All’inizio non sapevo che pensare: la Portinaia poteva essere una truffatrice, o lei stessa essere convinta della veridicità delle sue visioni. Il suo ruolo è rispettato, e centrale, tanto che lei conduce un’esistenza marginalmente meno dura delle altre, ma pare non chieda tributi o venerazione. Mi ero detto che l’esatta natura delle convinzioni della Portinaia non fosse, però, così importante, e stavo per lasciare il posto, quando assistetti a questo scambio: si è nella piazza centrale, il cielo sopra di noi è coperto di stelle vivissime, il centro della piazza è occupato da tronchi d’albero in attesa di venire ridotti in ceppi da ardere, e da un lato si è formato un capanello attorno ad un piccolo fuoco. La Portinaia (vestito a quadri bianchi e rossi, scialle) sta parlando con Murzio il fabbro (grosso, quasi cieco, molti peli in faccia) e Marilena (contadina, sfregiata da un cane, piuttosto generosa di forme) del loro defunto bambino, Corfio. I locali ascoltano con interesse, a qualche passo di distanza.
Nel racconto, Corfio gioca sulle scale della grande casa dorata. Pare che la casa abbia un profluvio di scalinate, scaloni e pianerottoli, e spesso i bambini ci giocano. Nel racconto, Corfio gioca a rotolare giù dagli scalini, solo per fermarsi molti piani più in basso, ridere, e risalire. Va notato che l’essere morti apre possibilità ludiche normalmente inaccessibili. Marilena ha gli occhi gonfi di felicità, Murzio scuote il capo bonariamente. Poi nel racconto compare un altro personaggio. “È un uomo alto, dalla pelle scura, vestito di pochi abiti dorati”. Il pubblico si fa silenzioso. “Indossa un copricapo di piume colorate, e ha gli occhi stanchi. Corfio, ai suoi piedi, lo guarda, e l’uomo si china su di lui. Lo prende in braccio ed iniziano a salire le scale.”
“Il mio bambino è spaventato?”
“No. L’uomo non gli piace, è un forestiero, ma Corfio non ha paura, sa che non può fargli del male. I modi dell’uomo sono degni e misurati, e mentre sale continua a guardare la cima. A metà scala Corfio vuole scendere, e l’uomo lo deposita con dolcezza. Allora Corfio si ricorda delle buone maniere e si presenta. L’uomo, senza scomporsi, gli porge la mano e dice il suo nome. Una roba strana. Quitzacoatl.”
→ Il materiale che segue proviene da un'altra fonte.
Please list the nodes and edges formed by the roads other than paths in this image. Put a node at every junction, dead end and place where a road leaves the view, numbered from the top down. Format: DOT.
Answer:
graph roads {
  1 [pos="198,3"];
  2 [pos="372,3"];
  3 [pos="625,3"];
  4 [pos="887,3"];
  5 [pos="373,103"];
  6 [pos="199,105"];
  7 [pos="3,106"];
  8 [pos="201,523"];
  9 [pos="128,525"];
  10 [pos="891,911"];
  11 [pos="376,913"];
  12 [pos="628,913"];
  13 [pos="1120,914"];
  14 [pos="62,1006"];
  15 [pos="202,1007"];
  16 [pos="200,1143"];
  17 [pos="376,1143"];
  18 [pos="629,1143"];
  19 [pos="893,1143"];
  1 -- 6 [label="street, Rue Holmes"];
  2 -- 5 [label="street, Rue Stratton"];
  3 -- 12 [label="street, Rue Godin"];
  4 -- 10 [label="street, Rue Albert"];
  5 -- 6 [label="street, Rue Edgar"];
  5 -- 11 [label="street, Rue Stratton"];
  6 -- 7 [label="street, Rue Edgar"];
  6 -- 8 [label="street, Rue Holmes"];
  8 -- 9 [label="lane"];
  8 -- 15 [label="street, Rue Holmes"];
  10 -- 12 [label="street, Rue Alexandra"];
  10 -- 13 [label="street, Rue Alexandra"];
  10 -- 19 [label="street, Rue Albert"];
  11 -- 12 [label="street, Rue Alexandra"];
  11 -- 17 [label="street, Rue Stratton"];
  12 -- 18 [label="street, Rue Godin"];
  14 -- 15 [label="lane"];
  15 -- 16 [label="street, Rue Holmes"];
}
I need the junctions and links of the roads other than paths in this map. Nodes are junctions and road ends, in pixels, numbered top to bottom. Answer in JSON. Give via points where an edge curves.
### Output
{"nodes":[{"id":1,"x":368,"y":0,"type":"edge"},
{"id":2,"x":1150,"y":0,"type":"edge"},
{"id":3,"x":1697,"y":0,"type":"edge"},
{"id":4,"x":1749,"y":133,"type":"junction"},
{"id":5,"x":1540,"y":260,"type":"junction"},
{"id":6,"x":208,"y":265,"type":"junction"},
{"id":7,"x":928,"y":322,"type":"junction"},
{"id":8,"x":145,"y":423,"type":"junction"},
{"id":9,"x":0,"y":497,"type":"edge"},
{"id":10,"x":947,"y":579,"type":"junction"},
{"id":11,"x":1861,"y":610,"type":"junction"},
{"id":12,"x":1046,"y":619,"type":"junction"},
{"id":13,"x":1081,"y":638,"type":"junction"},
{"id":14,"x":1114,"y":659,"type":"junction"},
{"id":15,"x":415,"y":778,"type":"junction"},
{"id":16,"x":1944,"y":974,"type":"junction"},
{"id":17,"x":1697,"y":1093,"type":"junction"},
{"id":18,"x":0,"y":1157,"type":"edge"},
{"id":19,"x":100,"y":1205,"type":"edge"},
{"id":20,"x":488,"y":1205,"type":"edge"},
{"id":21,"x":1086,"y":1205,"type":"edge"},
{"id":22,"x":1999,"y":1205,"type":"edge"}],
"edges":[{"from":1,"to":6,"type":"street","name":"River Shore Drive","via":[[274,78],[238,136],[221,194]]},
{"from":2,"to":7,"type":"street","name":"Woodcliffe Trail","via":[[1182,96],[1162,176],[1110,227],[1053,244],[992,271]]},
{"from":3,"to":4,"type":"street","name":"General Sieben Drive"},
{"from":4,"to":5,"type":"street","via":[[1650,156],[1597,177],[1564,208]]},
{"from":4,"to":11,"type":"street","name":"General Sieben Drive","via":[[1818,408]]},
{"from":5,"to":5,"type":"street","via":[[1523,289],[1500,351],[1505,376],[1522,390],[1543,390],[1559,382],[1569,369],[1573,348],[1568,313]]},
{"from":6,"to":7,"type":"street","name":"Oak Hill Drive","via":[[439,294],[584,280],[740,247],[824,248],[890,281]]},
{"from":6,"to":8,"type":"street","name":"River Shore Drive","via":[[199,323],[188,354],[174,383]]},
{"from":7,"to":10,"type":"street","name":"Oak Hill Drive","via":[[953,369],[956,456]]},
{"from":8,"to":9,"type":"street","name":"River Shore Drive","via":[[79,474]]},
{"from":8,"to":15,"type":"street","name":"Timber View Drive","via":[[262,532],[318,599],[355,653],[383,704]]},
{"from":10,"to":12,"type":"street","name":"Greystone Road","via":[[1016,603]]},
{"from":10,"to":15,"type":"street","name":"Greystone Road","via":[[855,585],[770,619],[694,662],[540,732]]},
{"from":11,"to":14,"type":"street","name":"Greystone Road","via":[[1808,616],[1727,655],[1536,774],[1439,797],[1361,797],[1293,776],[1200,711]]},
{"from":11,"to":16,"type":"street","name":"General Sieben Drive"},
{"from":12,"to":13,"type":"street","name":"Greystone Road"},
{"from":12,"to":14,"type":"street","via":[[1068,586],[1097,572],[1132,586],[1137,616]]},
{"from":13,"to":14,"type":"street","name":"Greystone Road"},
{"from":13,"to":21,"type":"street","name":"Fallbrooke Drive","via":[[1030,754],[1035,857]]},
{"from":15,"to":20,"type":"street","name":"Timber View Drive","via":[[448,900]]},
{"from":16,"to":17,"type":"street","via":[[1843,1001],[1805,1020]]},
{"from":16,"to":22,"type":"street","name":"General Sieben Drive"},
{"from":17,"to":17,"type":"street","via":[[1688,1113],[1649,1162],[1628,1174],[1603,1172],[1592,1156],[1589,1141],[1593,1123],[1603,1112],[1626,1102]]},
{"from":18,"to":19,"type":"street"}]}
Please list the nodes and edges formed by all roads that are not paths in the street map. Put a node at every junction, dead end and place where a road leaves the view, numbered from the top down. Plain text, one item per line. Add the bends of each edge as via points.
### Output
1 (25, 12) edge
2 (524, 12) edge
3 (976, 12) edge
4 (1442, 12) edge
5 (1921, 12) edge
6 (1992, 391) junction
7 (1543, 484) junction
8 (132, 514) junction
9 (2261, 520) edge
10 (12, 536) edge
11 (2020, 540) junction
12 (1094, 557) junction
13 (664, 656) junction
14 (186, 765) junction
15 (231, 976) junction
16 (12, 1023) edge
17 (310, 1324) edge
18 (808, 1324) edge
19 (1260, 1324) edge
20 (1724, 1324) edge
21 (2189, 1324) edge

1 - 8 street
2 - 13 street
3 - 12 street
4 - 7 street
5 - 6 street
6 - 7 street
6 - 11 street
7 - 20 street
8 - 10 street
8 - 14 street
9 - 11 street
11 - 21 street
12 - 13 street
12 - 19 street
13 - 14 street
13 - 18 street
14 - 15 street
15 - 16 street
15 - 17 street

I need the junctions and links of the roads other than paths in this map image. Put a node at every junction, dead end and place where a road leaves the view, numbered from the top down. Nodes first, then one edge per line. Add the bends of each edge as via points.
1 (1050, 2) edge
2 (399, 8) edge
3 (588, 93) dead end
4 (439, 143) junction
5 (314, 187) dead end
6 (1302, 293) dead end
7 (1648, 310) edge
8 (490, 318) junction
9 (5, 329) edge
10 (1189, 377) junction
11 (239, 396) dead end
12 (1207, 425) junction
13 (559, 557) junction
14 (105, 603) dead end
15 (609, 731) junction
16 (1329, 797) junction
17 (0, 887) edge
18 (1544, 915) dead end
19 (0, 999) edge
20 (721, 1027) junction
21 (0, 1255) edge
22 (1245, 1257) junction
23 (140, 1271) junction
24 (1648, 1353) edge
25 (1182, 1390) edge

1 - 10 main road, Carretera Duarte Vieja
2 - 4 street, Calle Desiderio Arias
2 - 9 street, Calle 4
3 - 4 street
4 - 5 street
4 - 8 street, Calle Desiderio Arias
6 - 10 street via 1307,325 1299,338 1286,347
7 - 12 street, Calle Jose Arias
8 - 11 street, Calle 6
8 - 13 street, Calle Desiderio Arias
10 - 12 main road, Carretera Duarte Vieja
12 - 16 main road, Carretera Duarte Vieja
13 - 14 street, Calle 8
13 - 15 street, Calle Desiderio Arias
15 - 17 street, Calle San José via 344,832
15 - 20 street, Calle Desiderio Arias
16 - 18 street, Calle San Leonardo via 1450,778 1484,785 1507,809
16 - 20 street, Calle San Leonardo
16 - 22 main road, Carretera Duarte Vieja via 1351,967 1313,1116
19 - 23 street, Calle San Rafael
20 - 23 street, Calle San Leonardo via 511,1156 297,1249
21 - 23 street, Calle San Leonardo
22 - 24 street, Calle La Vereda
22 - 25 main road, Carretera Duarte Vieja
Quitzacoatl. L’imperatore Quitzacoatl. I vestiti dorati, i modi, gli occhi stanchi. È lui. Cosa ci fa in questo racconto?
Resto in questo posto per il massimo del tempo che mi è concesso: tre mesi. Osservo la Portinaia, anche di nascosto. Una volta mi decido, la rapisco, spendo anche un bel po’ di vertigine per garantire un’esperienza aggressiva. Niente. Non sa niente. O meglio, non sa nient’altro che quello che racconta. Pare che siano davvero sogni. Quasi sempre vede gli avi locali, qualche rara volta forestieri – abitanti di altri posti, che sono l’unico a riconoscere – che però non le interessano e che tendenzialmente ignora. In tre mesi è successo altre due volte, e mai con persone che io abbia saputo collocare precisamente. Giunto alla fine dei tre mesi sono dovuto a malincuore andarmene, nonostante le molte questioni irrisolte.
AZIONE CONSIGLIATA: isolamento, studio.